___ LISTED ENTRIES ___

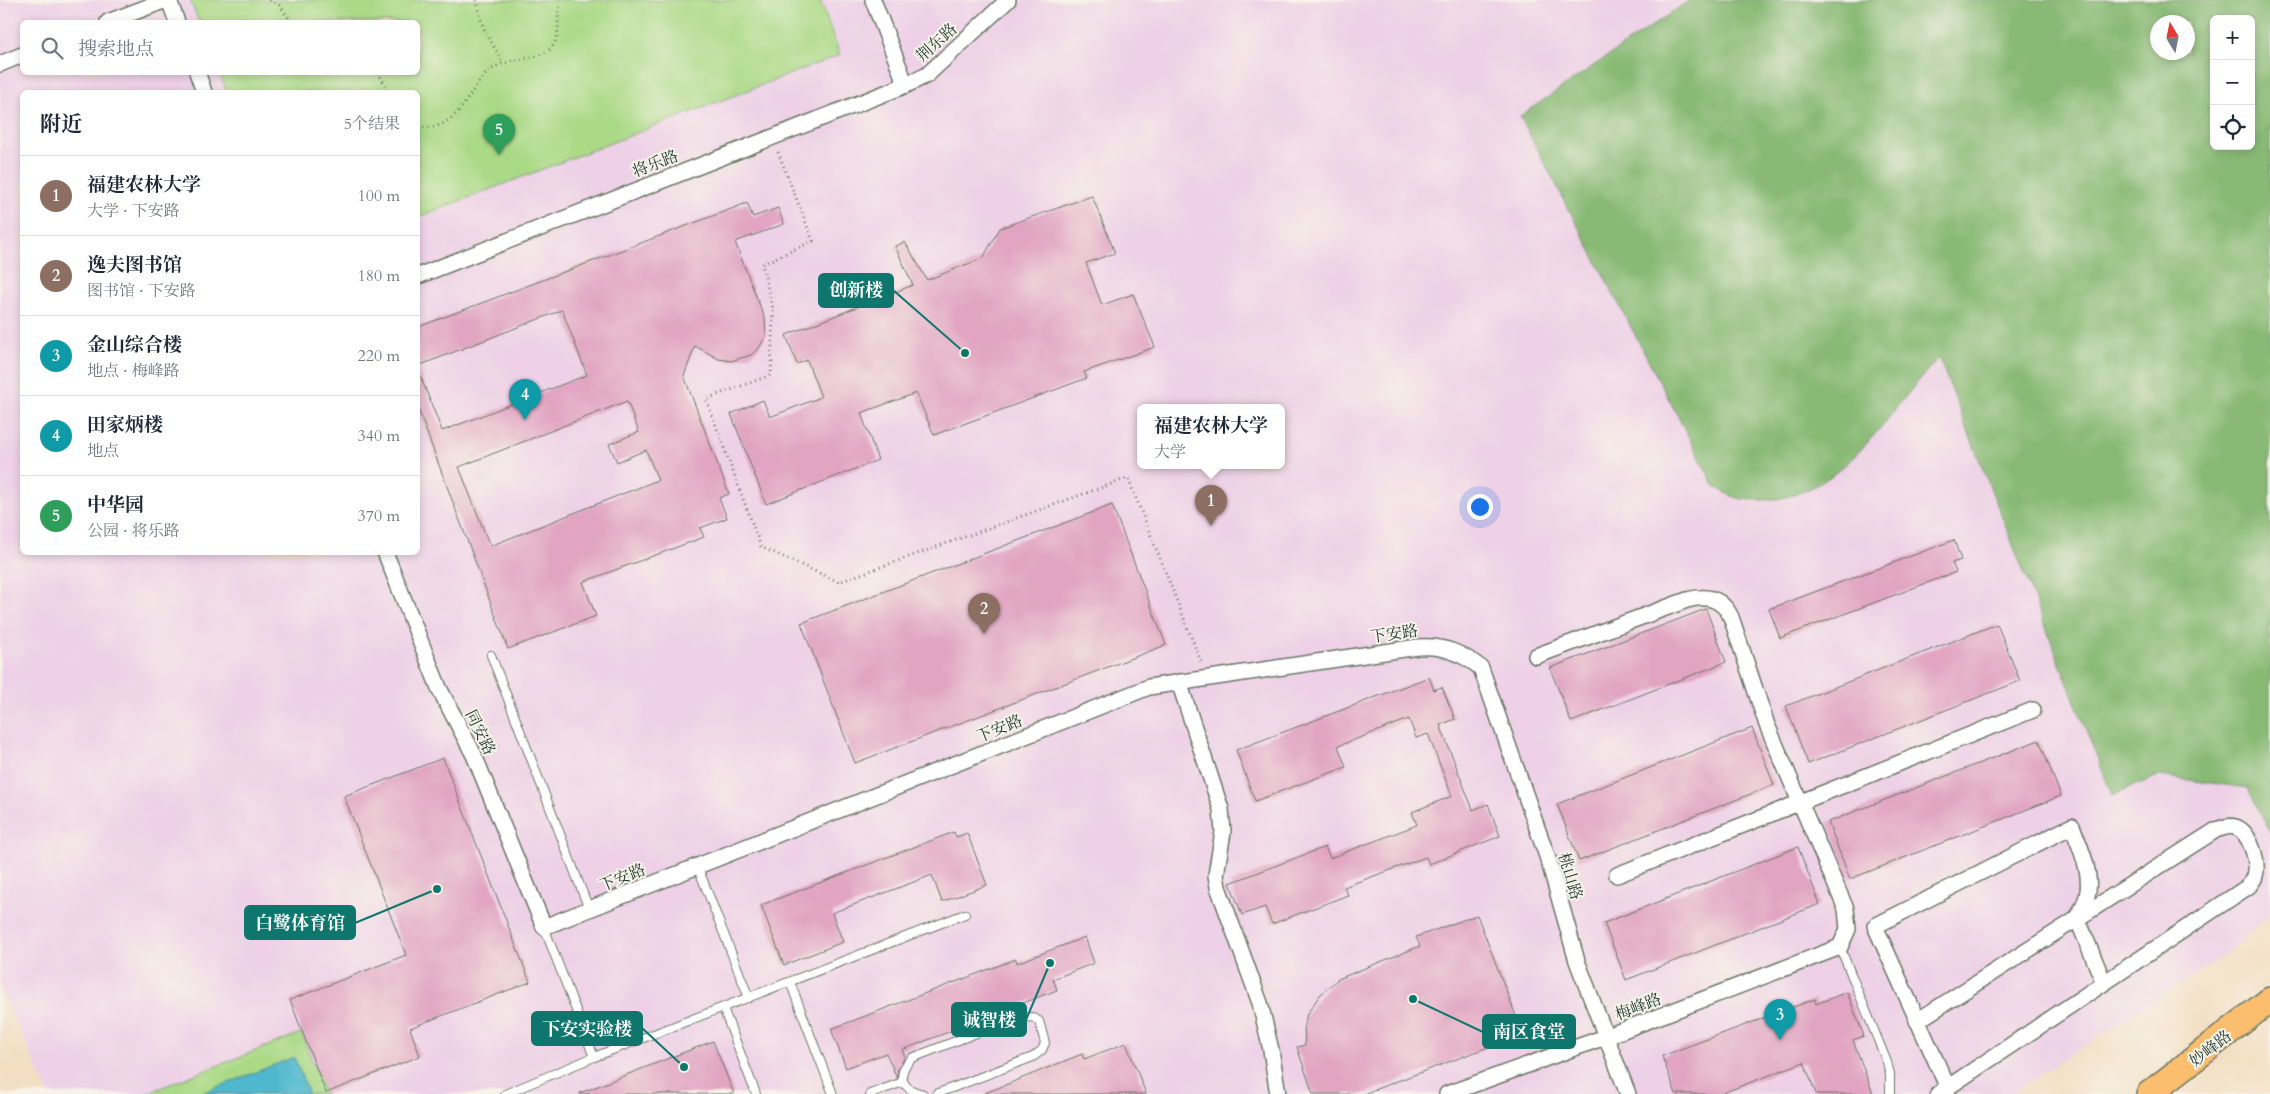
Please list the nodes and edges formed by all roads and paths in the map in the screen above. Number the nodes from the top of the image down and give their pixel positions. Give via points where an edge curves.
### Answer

___
___ LISTED ENTRIES ___

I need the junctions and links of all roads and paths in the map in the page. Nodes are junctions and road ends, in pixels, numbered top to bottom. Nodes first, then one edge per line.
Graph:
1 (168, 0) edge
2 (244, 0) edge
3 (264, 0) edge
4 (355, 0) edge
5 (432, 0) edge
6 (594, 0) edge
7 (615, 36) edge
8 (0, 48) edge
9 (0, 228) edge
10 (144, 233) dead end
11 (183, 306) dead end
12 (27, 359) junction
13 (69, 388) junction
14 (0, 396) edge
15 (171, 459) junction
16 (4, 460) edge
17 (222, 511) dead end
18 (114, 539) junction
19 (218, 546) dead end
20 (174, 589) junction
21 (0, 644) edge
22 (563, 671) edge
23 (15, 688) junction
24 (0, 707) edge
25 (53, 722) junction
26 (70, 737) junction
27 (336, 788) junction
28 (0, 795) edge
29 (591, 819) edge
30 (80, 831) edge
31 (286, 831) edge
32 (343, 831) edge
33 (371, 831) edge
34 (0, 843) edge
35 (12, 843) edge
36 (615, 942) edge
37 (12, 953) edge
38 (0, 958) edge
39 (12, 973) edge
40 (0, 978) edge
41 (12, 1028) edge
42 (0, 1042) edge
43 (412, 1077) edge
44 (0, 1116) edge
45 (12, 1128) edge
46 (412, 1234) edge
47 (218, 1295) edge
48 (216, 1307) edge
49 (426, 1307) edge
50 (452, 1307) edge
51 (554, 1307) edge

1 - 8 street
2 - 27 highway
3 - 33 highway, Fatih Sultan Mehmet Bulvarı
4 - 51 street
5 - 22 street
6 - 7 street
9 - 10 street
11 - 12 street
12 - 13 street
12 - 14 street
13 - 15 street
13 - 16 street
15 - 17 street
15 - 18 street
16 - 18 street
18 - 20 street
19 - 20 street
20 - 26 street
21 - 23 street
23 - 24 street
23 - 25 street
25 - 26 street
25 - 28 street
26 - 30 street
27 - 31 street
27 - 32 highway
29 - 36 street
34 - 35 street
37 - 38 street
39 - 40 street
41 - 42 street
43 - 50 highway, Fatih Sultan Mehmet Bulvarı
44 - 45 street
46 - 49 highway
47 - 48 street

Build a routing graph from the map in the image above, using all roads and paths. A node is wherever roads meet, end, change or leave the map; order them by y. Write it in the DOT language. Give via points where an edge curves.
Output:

___

**ABOUT THIS TASK**
Read through the data above. Report each line that has the word "from".

**ANSWER TO THIS PROBLEM**
Please list the nodes and edges formed by all roads and paths in the map in the screen above. Number the nodes from the top of the image down and give their pixel positions. Give via points where an edge curves.
Build a routing graph from the map in the image above, using all roads and paths. A node is wherever roads meet, end, change or leave the map; order them by y. Write it in the DOT language. Give via points where an edge curves.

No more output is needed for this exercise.